Одри прервала наш разговор, сказав, что она устала, и они обе ушли. Мы с Шериффом заварили еще один чайник, и я набросал на листке бумаги направление дальнейших исследований. Объем работ был довольно велик, но зато в течение года можно было бы опубликовать две или три солидные статьи.
– Это укрепит твое положение, – сказал я.
– Да, – ответил Шерифф, но по его интонации было ясно, что он совсем не так уж в этом убежден.
– В чем дело? – спросил я.
– Послушай, Артур, – начал он с некоторым колебанием, – разве эта идея Константина не меняет дела – отчасти? – Он поспешил объяснить. – Я хочу сказать, что если она оправдает себя, то не будет ли эта работа выгоднее, чем то, что ты предлагаешь.
– Во много раз, – сказал я.
– Тогда я кое-чего добился бы.
– Да, – сказал я.
– И заняло бы это только месяцев шесть вместо года, – сказал он.
Это, конечно, важно, думал я, но дело еще в том, что он покорно выполнял мои инструкции в течение года, а теперь у него есть возможность проявить самостоятельность. Большинство людей на его месте попыталось бы сделать это раньше.
– Рассуждая со всей объективностью, я считаю, что тебе следует избрать более долгий вариант, – сказал я. – Это дело верное, понимаешь.
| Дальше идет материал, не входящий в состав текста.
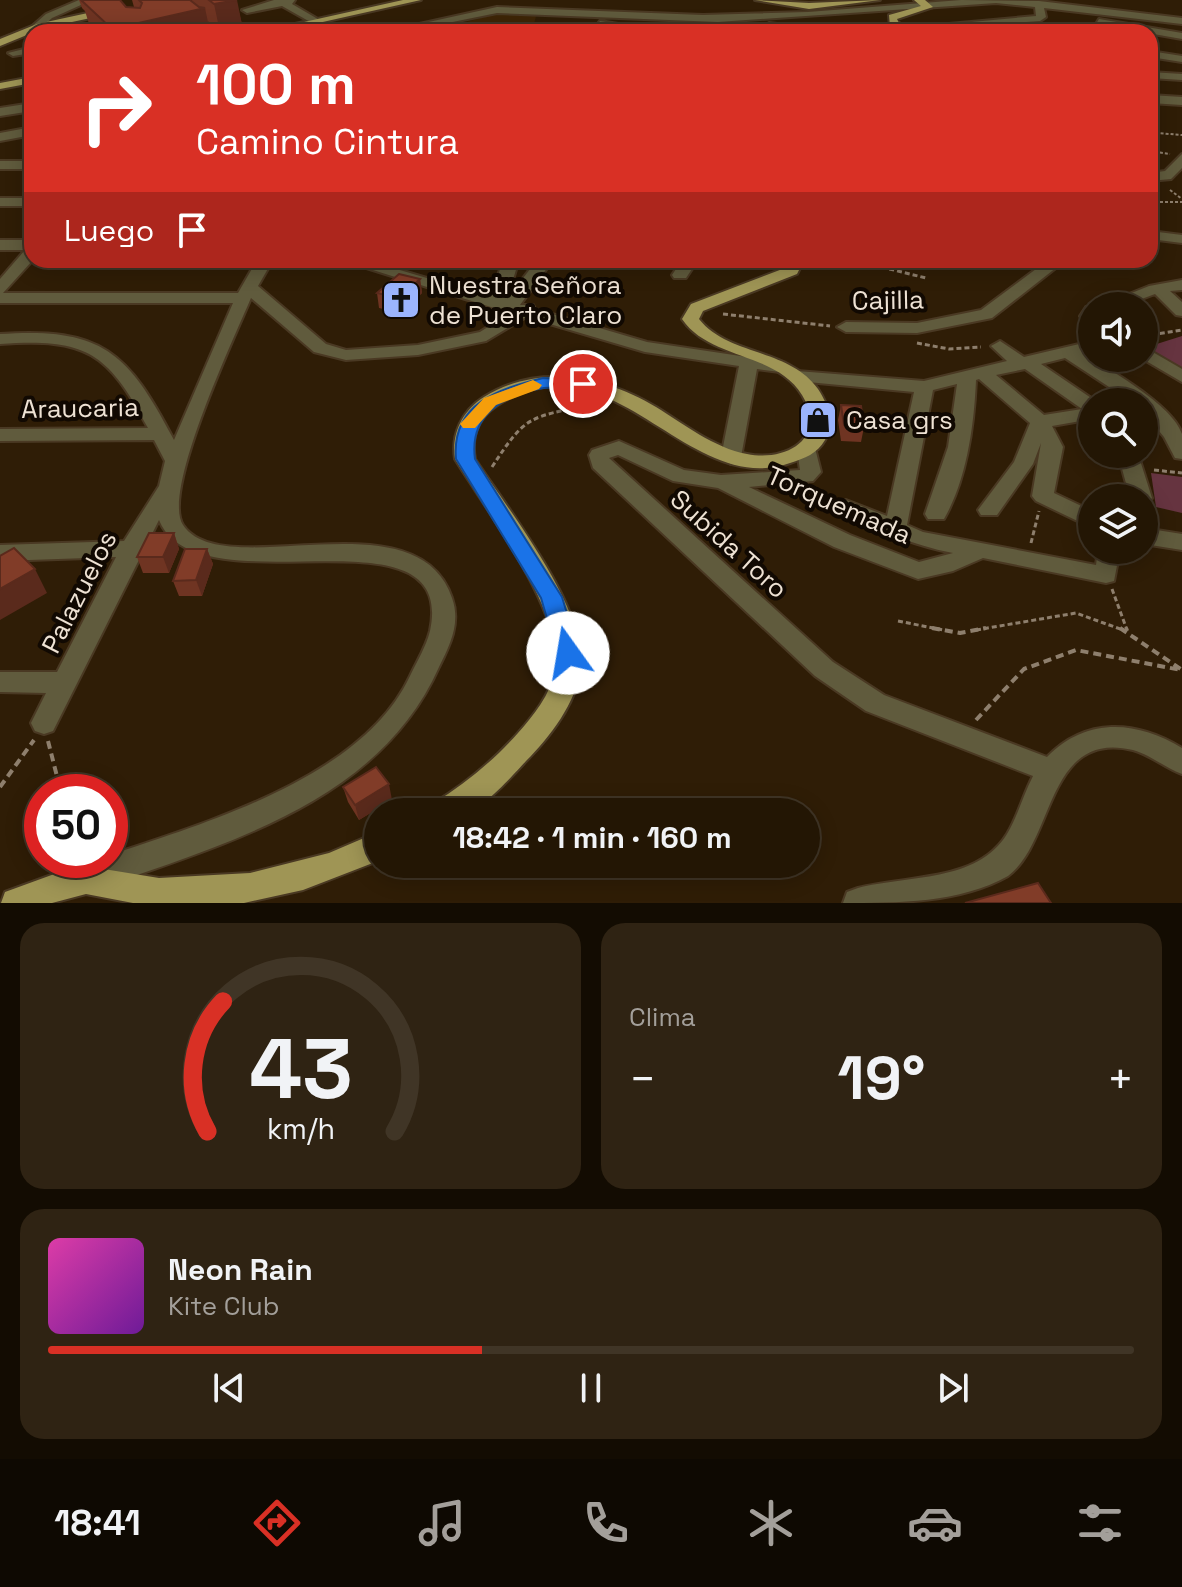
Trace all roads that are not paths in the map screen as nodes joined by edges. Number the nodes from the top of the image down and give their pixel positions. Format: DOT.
graph roads {
  1 [pos="87,0"];
  2 [pos="95,0"];
  3 [pos="173,0"];
  4 [pos="295,0"];
  5 [pos="416,0"];
  6 [pos="546,0"];
  7 [pos="760,0"];
  8 [pos="875,0"];
  9 [pos="281,1"];
  10 [pos="923,2"];
  11 [pos="158,3"];
  12 [pos="670,4"];
  13 [pos="1039,4"];
  14 [pos="247,10"];
  15 [pos="118,11"];
  16 [pos="827,13"];
  17 [pos="538,16"];
  18 [pos="669,16"];
  19 [pos="1040,16"];
  20 [pos="704,18"];
  21 [pos="317,21"];
  22 [pos="450,22"];
  23 [pos="40,24"];
  24 [pos="55,24"];
  25 [pos="203,24"];
  26 [pos="303,24"];
  27 [pos="322,24"];
  28 [pos="438,24"];
  29 [pos="593,24"];
  30 [pos="658,24"];
  31 [pos="752,24"];
  32 [pos="821,24"];
  33 [pos="894,24"];
  34 [pos="954,24"];
  35 [pos="1135,24"];
  36 [pos="1158,26"];
  37 [pos="1180,27"];
  38 [pos="24,33"];
  39 [pos="0,43"];
  40 [pos="1162,48"];
  41 [pos="1182,50"];
  42 [pos="24,51"];
  43 [pos="13,53"];
  44 [pos="1158,55"];
  45 [pos="1182,59"];
  46 [pos="1182,77"];
  47 [pos="1158,80"];
  48 [pos="24,82"];
  49 [pos="0,86"];
  50 [pos="1158,100"];
  51 [pos="1182,101"];
  52 [pos="24,108"];
  53 [pos="0,112"];
  54 [pos="24,132"];
  55 [pos="0,137"];
  56 [pos="1177,156"];
  57 [pos="0,165"];
  58 [pos="24,165"];
  59 [pos="1167,177"];
  60 [pos="0,202"];
  61 [pos="24,202"];
  62 [pos="1158,236"];
  63 [pos="1182,239"];
  64 [pos="0,245"];
  65 [pos="24,247"];
  66 [pos="24,258"];
  67 [pos="260,268"];
  68 [pos="378,268"];
  69 [pos="511,268"];
  70 [pos="539,268"];
  71 [pos="685,268"];
  72 [pos="792,268"];
  73 [pos="1047,268"];
  74 [pos="680,275"];
  75 [pos="1182,285"];
  76 [pos="0,289"];
  77 [pos="1161,291"];
  78 [pos="246,292"];
  79 [pos="1157,292"];
  80 [pos="0,298"];
  81 [pos="512,305"];
  82 [pos="1182,311"];
  83 [pos="846,327"];
  84 [pos="0,339"];
  85 [pos="1000,346"];
  86 [pos="1078,349"];
  87 [pos="1067,351"];
  88 [pos="1158,361"];
  89 [pos="749,362"];
  90 [pos="1024,363"];
  91 [pos="789,372"];
  92 [pos="975,375"];
  93 [pos="1182,377"];
  94 [pos="924,387"];
  95 [pos="1078,400"];
  96 [pos="1078,413"];
  97 [pos="1040,422"];
  98 [pos="161,434"];
  99 [pos="0,435"];
  100 [pos="807,449"];
  101 [pos="1182,453"];
  102 [pos="731,457"];
  103 [pos="175,461"];
  104 [pos="721,482"];
  105 [pos="168,488"];
  106 [pos="846,507"];
  107 [pos="989,510"];
  108 [pos="1078,513"];
  109 [pos="936,514"];
  110 [pos="895,530"];
  111 [pos="1158,539"];
  112 [pos="1182,542"];
  113 [pos="131,549"];
  114 [pos="982,550"];
  115 [pos="0,553"];
  116 [pos="1107,564"];
  117 [pos="0,682"];
  118 [pos="63,683"];
  119 [pos="44,723"];
  120 [pos="1182,762"];
  121 [pos="1051,771"];
  122 [pos="467,798"];
  123 [pos="364,852"];
  124 [pos="83,879"];
  125 [pos="16,903"];
  126 [pos="858,903"];
  1 -- 23 [label="street"];
  2 -- 15 [label="street"];
  3 -- 11 [label="main road"];
  3 -- 25 [label="street"];
  4 -- 9 [label="street"];
  5 -- 21 [label="main road"];
  6 -- 17 [label="street"];
  7 -- 8 [label="main road"];
  9 -- 14 [label="street"];
  9 -- 21 [label="street"];
  10 -- 13 [label="street"];
  10 -- 16 [label="street"];
  10 -- 33 [label="main road"];
  12 -- 18 [label="street"];
  13 -- 19 [label="street"];
  13 -- 37 [label="street"];
  15 -- 24 [label="main road"];
  16 -- 20 [label="street"];
  16 -- 32 [label="street"];
  17 -- 18 [label="street"];
  17 -- 22 [label="street"];
  17 -- 29 [label="street"];
  18 -- 20 [label="street"];
  18 -- 30 [label="street"];
  19 -- 34 [label="street"];
  19 -- 35 [label="street"];
  20 -- 31 [label="street"];
  21 -- 26 [label="main road"];
  21 -- 27 [label="street"];
  22 -- 28 [label="street"];
  36 -- 37 [label="street"];
  38 -- 39 [label="main road"];
  40 -- 41 [label="street"];
  42 -- 43 [label="street"];
  44 -- 45 [label="street"];
  46 -- 47 [label="street"];
  48 -- 49 [label="main road"];
  50 -- 51 [label="street"];
  52 -- 53 [label="street"];
  54 -- 55 [label="street"];
  56 -- 59 [label="street"];
  57 -- 58 [label="street"];
  60 -- 61 [label="street"];
  62 -- 63 [label="street"];
  64 -- 65 [label="street"];
  66 -- 76 [label="street"];
  67 -- 78 [label="street"];
  68 -- 81 [label="street"];
  69 -- 81 [label="street"];
  70 -- 81 [label="street"];
  71 -- 74 [label="street"];
  72 -- 91 [label="main road"];
  73 -- 83 [label="street, Cajilla"];
  75 -- 77 [label="street"];
  77 -- 79 [label="street"];
  77 -- 82 [label="street"];
  78 -- 80 [label="street"];
  78 -- 81 [label="street"];
  78 -- 103 [label="street"];
  81 -- 89 [label="street"];
  84 -- 98 [label="street"];
  85 -- 90 [label="street"];
  86 -- 87 [label="street"];
  87 -- 90 [label="street"];
  87 -- 101 [label="street"];
  88 -- 93 [label="street"];
  89 -- 91 [label="street"];
  89 -- 102 [label="street"];
  90 -- 92 [label="street"];
  90 -- 95 [label="street"];
  91 -- 94 [label="street"];
  91 -- 100 [label="main road"];
  92 -- 94 [label="street"];
  92 -- 97 [label="street"];
  92 -- 109 [label="street"];
  94 -- 110 [label="street"];
  96 -- 97 [label="street"];
  97 -- 107 [label="street"];
  97 -- 108 [label="street"];
  98 -- 99 [label="street, Araucaria"];
  98 -- 103 [label="street"];
  100 -- 102 [label="main road"];
  100 -- 104 [label="street, Subida Toro"];
  102 -- 122 [label="main road"];
  103 -- 105 [label="street"];
  104 -- 114 [label="street, Torquemada"];
  104 -- 121 [label="street, Subida Toro"];
  105 -- 113 [label="street, Palazuelos"];
  105 -- 124 [label="street"];
  106 -- 110 [label="street"];
  110 -- 114 [label="street"];
  111 -- 112 [label="street"];
  113 -- 115 [label="street"];
  113 -- 118 [label="street, Palazuelos"];
  114 -- 116 [label="street"];
  117 -- 118 [label="street"];
  118 -- 119 [label="street, Palazuelos"];
  120 -- 121 [label="street"];
  121 -- 126 [label="street"];
  123 -- 124 [label="main road"];
  124 -- 125 [label="main road"];
}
А в идее Константина такой гарантии нет. Весьма возможно, что в ней все правильно. Его идеи обычно оправдывают себя. Но у него их так много, что всегда есть опасность выбрать ошибочную. Против данной идеи у меня есть предубеждение. Когда-то я пытался разработать вариант, довольно близкий к этому, начав, правда, несколько иначе. Дело выглядело перспективным, но потом начались всякие неувязки, и я отказался от этой темы. Может быть, что-то и вышло бы, если бы я проработал еще несколько месяцев, но я считал, что игра не стоит свеч. Поэтому я решительно против варианта Константина. Ты можешь на этом потерять шесть месяцев, и при том, что все сейчас у тебя идет хорошо, это будет катастрофа.
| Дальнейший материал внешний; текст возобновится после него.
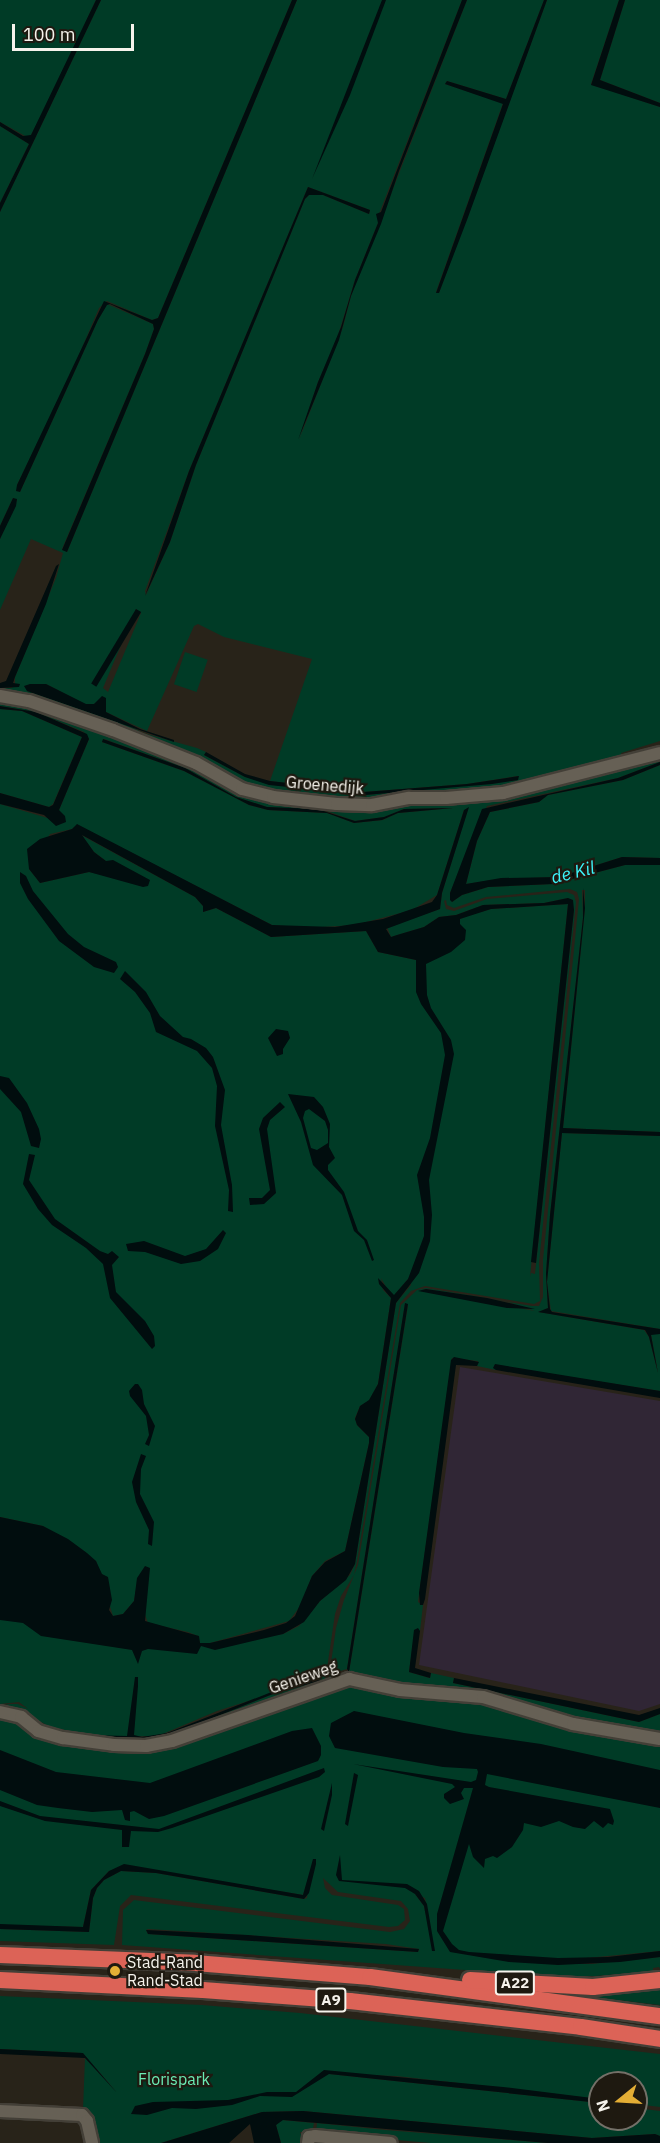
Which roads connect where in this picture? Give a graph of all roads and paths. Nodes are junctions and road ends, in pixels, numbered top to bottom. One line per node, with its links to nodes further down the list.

– Да, – сказал Шерифф, – но может и получиться.
Вид у него был крайне удрученный, помню, как он без всякой нужды мешал и мешал ложкой в чашке. Неожиданно его лицо осветилось. Он торопливо улыбнулся.
– Ладно, – сказал он, – я пойду тернистым путем. И буду закалять характер.
4
До их отъезда нам с Одри удалось перекинуться несколькими словами с глазу на глаз.
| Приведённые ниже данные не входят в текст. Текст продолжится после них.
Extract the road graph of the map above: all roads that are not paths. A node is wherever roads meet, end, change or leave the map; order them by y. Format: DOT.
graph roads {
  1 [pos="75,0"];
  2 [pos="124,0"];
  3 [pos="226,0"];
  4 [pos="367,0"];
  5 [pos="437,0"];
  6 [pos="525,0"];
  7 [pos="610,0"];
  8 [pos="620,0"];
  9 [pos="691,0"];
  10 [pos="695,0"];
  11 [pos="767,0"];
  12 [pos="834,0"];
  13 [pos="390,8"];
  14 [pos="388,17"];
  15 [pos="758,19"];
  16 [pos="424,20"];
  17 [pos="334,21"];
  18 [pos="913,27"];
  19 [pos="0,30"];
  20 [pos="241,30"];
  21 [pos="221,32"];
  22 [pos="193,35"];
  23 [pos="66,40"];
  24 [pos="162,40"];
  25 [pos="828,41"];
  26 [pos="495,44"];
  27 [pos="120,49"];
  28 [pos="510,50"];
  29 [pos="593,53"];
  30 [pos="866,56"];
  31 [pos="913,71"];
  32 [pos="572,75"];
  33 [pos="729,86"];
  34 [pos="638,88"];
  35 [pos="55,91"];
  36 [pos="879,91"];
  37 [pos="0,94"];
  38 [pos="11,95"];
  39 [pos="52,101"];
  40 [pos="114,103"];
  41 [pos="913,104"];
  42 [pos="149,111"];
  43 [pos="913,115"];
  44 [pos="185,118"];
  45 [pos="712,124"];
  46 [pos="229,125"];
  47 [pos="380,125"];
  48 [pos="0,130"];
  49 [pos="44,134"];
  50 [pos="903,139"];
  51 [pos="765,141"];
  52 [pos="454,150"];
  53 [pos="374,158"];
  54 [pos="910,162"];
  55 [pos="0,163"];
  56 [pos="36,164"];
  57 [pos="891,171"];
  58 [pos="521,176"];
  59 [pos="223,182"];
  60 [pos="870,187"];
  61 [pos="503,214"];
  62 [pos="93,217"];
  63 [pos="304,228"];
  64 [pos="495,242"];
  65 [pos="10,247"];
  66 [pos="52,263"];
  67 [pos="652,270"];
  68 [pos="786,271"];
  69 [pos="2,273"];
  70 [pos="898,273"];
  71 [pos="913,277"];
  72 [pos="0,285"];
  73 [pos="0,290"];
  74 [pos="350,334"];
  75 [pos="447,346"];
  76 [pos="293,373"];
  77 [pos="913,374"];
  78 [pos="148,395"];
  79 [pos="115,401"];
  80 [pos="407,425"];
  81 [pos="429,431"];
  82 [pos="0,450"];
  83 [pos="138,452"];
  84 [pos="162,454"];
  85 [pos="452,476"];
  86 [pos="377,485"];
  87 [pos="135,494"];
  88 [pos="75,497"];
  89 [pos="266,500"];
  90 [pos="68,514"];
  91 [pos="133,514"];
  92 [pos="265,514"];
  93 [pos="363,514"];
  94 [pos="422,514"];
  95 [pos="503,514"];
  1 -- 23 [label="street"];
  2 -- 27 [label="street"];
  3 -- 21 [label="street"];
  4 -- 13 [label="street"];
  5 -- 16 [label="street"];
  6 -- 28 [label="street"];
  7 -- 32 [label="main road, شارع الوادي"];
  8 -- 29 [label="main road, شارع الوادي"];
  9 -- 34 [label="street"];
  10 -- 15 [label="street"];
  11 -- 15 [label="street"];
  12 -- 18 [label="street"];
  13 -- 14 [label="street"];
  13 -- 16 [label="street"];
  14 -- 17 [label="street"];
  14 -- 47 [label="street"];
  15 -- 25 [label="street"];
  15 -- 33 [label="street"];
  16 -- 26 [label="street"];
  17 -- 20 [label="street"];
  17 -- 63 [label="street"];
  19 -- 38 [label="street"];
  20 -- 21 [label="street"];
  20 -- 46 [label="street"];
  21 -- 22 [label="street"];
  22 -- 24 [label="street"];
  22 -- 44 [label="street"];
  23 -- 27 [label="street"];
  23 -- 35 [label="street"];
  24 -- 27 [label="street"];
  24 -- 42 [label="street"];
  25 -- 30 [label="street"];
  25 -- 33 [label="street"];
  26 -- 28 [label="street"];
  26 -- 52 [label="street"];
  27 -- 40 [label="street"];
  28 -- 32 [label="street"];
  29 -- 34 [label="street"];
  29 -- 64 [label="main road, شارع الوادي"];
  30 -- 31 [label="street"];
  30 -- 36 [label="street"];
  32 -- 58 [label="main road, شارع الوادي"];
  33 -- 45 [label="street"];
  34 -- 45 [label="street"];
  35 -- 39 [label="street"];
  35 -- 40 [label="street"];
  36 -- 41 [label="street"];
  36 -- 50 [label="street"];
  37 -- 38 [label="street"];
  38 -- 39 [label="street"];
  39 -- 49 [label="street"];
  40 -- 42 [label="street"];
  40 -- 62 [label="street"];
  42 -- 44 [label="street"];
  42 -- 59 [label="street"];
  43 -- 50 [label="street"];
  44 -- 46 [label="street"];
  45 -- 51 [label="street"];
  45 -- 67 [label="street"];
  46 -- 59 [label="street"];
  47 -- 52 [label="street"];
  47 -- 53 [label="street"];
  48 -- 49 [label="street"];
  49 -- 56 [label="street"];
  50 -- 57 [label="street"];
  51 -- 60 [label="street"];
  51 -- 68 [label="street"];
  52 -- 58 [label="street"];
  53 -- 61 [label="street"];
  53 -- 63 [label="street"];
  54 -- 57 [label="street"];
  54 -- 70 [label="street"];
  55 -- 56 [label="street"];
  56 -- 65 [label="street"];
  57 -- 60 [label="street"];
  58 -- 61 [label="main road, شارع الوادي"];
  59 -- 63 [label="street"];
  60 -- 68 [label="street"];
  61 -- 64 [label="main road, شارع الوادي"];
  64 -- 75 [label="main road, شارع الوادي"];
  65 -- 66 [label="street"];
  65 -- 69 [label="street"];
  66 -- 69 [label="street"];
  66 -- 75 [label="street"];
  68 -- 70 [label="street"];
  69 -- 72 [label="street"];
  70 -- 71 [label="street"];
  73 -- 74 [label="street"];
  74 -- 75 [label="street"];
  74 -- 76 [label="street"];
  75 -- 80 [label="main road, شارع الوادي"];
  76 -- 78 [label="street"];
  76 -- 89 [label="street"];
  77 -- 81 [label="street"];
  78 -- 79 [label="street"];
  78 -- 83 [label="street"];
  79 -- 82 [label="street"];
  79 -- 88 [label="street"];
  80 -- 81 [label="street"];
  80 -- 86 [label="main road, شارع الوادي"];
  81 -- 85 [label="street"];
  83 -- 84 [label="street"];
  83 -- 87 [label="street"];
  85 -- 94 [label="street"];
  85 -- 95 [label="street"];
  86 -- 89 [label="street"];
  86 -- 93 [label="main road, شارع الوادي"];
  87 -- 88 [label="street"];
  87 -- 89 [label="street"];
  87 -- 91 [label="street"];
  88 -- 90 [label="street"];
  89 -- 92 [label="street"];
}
– Чарльз добьется своего раньше, чем я предполагал, – сказал я.
– Это правда? – спросила она. – Он настроен очень оптимистически. Впрочем, он почти всегда так настроен.
– Он сейчас превосходно работает, – сказал я.
– А как у тебя?
– Я тоже кое-что сделал. Но Чарльз на самом деле творит чудеса.
– Ты ведь знаешь, он может все. Если только его заставлять.
Она улыбалась, в глазах у нее светилась гордость, лишенная иллюзий.
– Дорогая моя, в том-то все и дело. Ты ведь понимаешь, я не хочу тебя обманывать. За ним и сейчас нужно присматривать, – сказал я. – И это должна сделать ты. Я слишком далеко. Видишь ли, есть две проблемы. Предложенная мною, которая является абсолютно надежной и довольно трудоемкой, и идея Константина – ее можно осуществить быстрее, и она эффектнее, но она может не сработать. Чарльз, конечно, предпочел бы эту вторую. Пойми, Чарльз не имеет права рисковать. Поэтому я взял с него обещание, что он будет работать над моей проблемой. Но я немножко беспокоюсь…
– Естественно, – улыбнулась Одри.
– Мне кажется, что это твоя забота.
– Конечно, – сказала она. – Я прослежу, чтобы он работал над твоей проблемой.
Одри выглядела усталой, она смирилась, не утратив чувства юмора, и – я неожиданно понял – сильно постарела.
– И много тебе еще понадобится времени, чтобы довести его до цели? – спросила она.
– Год или два по крайней мере, – ответил я.
– У меня гора с плеч свалится, – сказала она.